• Use Properties of Logarithms to rewrite logarithmic expressions.
  • Use the Change of Base Formula to evaluate logarithmic expressions and solve equations.

Assignment

Additional Resources

The Properties of Logarithms

This section is really just a list of identities and rules, and then practicing with those rules. I’ll try to show you where each comes from, but as long you remember the identity, you’ll be in good shape.

The Product Property of Logarithms

\[\begin{align} \log_b mn = \log_b m + \log_b n \end{align}\]

To see where this comes from, let’s start with just $mn$. Remember that logarithms are the inverse of exponents, so ${b^{\log_b x}=x}$

\[\begin{align} mn &= b^{\log_b m} b^{\log_b n} = b^{\log_b m + \log_b n} \\ \log_b{mn} &= \log_b \left(b^{\log_b m + \log_b n}\right) = \log_b m + \log_b n \end{align}\]

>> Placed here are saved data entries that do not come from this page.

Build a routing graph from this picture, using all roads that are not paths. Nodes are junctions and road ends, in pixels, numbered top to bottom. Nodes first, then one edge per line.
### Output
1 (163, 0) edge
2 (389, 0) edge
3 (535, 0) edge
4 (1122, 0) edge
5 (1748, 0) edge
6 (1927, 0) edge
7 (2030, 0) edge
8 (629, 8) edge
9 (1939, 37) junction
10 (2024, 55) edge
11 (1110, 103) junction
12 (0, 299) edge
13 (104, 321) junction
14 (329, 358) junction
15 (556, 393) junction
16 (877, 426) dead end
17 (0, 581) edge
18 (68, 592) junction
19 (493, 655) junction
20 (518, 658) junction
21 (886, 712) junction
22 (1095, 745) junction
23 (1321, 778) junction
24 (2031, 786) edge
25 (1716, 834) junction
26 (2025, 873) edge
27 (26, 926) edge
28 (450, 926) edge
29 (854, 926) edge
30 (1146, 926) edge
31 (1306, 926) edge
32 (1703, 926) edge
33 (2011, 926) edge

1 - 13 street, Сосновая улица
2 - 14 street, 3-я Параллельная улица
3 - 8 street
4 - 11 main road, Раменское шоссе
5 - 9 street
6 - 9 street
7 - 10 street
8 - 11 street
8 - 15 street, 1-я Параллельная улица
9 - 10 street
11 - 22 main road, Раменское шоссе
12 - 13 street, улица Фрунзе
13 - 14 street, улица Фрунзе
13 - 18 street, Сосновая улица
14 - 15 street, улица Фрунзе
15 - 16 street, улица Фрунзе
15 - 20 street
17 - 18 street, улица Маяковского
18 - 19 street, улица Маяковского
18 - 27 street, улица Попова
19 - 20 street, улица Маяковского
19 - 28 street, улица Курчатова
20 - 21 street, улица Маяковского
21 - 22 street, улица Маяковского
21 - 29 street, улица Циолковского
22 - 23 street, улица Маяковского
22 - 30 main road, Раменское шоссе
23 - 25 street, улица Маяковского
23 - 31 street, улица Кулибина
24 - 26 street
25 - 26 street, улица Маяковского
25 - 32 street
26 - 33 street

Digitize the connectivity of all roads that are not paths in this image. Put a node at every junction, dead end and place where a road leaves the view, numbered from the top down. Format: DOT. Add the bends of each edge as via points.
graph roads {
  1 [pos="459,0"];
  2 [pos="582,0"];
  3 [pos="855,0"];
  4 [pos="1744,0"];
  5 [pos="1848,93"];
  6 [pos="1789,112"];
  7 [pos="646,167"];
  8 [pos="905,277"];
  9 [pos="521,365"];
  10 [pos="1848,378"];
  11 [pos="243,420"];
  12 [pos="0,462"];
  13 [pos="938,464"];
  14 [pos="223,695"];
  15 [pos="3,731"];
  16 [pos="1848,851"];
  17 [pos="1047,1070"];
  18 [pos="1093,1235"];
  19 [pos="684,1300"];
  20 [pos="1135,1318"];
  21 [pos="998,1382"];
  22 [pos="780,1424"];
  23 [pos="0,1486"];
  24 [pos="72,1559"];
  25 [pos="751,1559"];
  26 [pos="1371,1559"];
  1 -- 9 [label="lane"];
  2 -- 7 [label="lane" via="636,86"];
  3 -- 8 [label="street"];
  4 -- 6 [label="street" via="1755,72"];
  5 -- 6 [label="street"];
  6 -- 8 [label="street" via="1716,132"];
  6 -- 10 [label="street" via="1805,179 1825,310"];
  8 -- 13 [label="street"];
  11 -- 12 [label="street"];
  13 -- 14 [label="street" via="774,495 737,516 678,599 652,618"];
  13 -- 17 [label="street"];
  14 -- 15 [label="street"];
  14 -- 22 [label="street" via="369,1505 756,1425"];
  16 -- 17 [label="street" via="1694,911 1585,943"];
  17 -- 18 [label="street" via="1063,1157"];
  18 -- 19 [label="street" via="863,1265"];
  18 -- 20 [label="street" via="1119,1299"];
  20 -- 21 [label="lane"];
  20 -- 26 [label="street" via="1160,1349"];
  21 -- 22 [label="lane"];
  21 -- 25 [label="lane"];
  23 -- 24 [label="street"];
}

The Power Property of Logarithms

\[\begin{align} \log_b m^n=n\log_b m \end{align}\]

Here is the proof for the power property. Like the other, the first line sets up how the expression will be rewritten, and the second proves the identity.

\[\begin{align} m^n &= (b^{\log_b m})^n = b^{n\log_b m} \\ \log_b m^n &= \log_b (b^{n\log_b m}) = n\log_b m \end{align}\]

The Quotient Property of Logarithms

\[\begin{align} \log_b \frac{m}{n} = \log_b m - \log_b n \end{align}\]

We could prove this one the same way as the product property, but let’s go another route for the sake of mixing things up.

\[\begin{align} \log_b \frac{m}{n} &= \log_b (mn^{-1}) \\ &= \log_b m + \log_b n^{-1} \\ &= \log_b m - \log_b n \end{align}\]

Examples

Here are a few ways you can use these rules to rewrite logarithms.

\[\begin{align} \log_5(a^2b^7) &= \log_5 a^2 + \log_5 b^7 \\ &= 2\log_5 a + 7\log_5 b \end{align}\] \[\begin{align} 4 \ln m + 3 \ln n - \ln p &= \ln m^4 + \ln n^3 - \ln p \\ &= \ln \frac{m^4n^3}{p} \end{align}\]

Change of Base Rule

Useful for when you rather work with either the common or natural logarithm.

Change of Base Formula

Let $b$ be the original base and $a$ the new one.

\[\begin{align} \log_b m = \frac{\log_a m}{\log_a b} \end{align}\]

So, if wanted to rewrite $\log_2 3$ in the common logarithm …

\[\begin{align} \log _2 3 = \frac{\log 3}{\log 2} \end{align}\]

And because I did it for the other ones, here’s the proof. Let ${m=\log_b x}$ and we’ll start by applying the new base to the exponential version of $m$.

\[\begin{align} m &= \log_b x \\ b^m &= x \\ \log_a b^m &= \log_a x \\ m \log_a b &= \log_a x \\ m &= \frac{\log_a x}{\log_a b} \\ \log_b x &= \frac{\log_a x}{\log_a b} \\ \end{align}\]